Add support or example for `processors` config section
a03nikki opened this issue · 7 comments
Describe the feature:
Add support or an example for the processors
configuration section within this role.
There is this closed discuss question for this problem that did not have a resolution to this same challenge.
Beats product: Metricbeat
Beats version: 7.6.0
Role version: 7.6.0
OS version (uname -a
if on a Unix-like system):
Beat host: Ubuntu container
root@redacted:/# cat /etc/lsb-release
DISTRIB_ID=Ubuntu
DISTRIB_RELEASE=18.04
DISTRIB_CODENAME=bionic
DISTRIB_DESCRIPTION="Ubuntu 18.04.4 LTS"
root@redacted:/# uname -a
Linux 4768ab1b9aa9 4.19.76-linuxkit #1 SMP Thu Oct 17 19:31:58 UTC 2019 x86_64 x86_64 x86_64 GNU/Linux
Controlling host: MacOS Catalina - 10.15.3 (19D76)
~ % uname -a
Darwin redacted.local 19.3.0 Darwin Kernel Version 19.3.0: Thu Jan 9 20:58:23 PST 2020; root:xnu-6153.81.5~1/RELEASE_X86_64 x86_64
Description of the problem including expected versus actual behavior:
The playbook does produce the default configuration of Metricbeat v7 using the ansible-playbook.
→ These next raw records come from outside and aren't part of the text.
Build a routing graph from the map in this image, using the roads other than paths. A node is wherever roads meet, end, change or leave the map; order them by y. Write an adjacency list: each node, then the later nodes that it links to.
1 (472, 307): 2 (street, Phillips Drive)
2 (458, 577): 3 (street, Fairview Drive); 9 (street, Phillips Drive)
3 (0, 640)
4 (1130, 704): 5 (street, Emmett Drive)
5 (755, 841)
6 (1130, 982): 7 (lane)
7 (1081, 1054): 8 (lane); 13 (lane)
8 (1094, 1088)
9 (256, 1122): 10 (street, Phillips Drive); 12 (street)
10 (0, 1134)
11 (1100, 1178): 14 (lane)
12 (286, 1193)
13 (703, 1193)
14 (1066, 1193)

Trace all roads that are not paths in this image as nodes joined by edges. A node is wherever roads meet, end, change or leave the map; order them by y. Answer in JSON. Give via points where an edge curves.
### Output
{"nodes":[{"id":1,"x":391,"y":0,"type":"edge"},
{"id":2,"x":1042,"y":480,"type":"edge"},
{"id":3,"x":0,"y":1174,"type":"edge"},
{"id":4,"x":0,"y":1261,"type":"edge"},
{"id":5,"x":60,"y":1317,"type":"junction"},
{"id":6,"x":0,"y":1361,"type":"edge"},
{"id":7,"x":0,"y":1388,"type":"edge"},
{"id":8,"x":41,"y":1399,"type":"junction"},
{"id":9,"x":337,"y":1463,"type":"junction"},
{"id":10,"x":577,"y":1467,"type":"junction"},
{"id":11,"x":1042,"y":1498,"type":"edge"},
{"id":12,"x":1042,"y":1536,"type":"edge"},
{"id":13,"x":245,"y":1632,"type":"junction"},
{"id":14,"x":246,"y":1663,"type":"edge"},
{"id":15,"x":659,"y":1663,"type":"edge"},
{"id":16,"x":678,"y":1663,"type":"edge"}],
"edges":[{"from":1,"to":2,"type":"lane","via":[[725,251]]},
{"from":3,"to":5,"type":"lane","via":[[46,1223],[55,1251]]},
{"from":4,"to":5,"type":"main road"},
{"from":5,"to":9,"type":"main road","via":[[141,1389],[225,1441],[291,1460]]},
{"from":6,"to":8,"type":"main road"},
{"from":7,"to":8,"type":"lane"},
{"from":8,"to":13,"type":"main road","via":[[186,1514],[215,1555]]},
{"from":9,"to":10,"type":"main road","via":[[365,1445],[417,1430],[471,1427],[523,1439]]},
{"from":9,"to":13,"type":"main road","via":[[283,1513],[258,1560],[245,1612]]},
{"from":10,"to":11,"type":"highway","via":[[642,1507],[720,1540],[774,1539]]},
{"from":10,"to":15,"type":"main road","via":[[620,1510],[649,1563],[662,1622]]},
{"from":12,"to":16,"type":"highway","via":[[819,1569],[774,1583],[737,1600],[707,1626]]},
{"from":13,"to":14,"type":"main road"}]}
On Ubuntu, the default is this with the comments removed
root@redacted:/# grep -v "^\s*#" /etc/metricbeat/metricbeat.yml | grep -v "^\s*$"
metricbeat.config.modules:
path: ${path.config}/modules.d/*.yml
reload.enabled: false
setup.template.settings:
index.number_of_shards: 1
index.codec: best_compression
setup.kibana:
output.elasticsearch:
hosts: ["localhost:9200"]
processors:
- add_host_metadata: ~
- add_cloud_metadata: ~
- add_docker_metadata: ~
- add_kubernetes_metadata: ~
If one uses a playbook such as the one listed below, one can get close but the processors are incorrect
root@redacted:/# cat /etc/metricbeat/metricbeat.yml
# Ansible managed
################### metricbeat Configuration #########################
############################# metricbeat ######################################
metricbeat.config.modules:
path: ${path.config}/modules.d/*.yml
reload.enabled: false
processors:
- add_host_metadata: null
- add_cloud_metadata: null
- add_docker_metadata: null
- add_kubernetes_metadata: null
setup.template.settings:
index.codec: best_compression
index.number_of_shards: 1
###############################################################################
############################# Libbeat Config ##################################
# Base config file used by all other beats for using libbeat features
############################# Output ##########################################
output:
elasticsearch:
hosts:
- localhost:8200
############################# Logging #########################################
logging:
files:
rotateeverybytes: 10485760
This configuration will run Metricbeat but the metadata about the servers will be missing from the records so the Metrics UI in Kibana does not work properly.
Single quoting ('
) the ~
produces a config file that includes
processors:
- add_host_metadata: '~'
- add_cloud_metadata: '~'
- add_docker_metadata: '~'
- add_kubernetes_metadata: '~'
which causes Metricbeat to not run because it throws an error about string is not an object.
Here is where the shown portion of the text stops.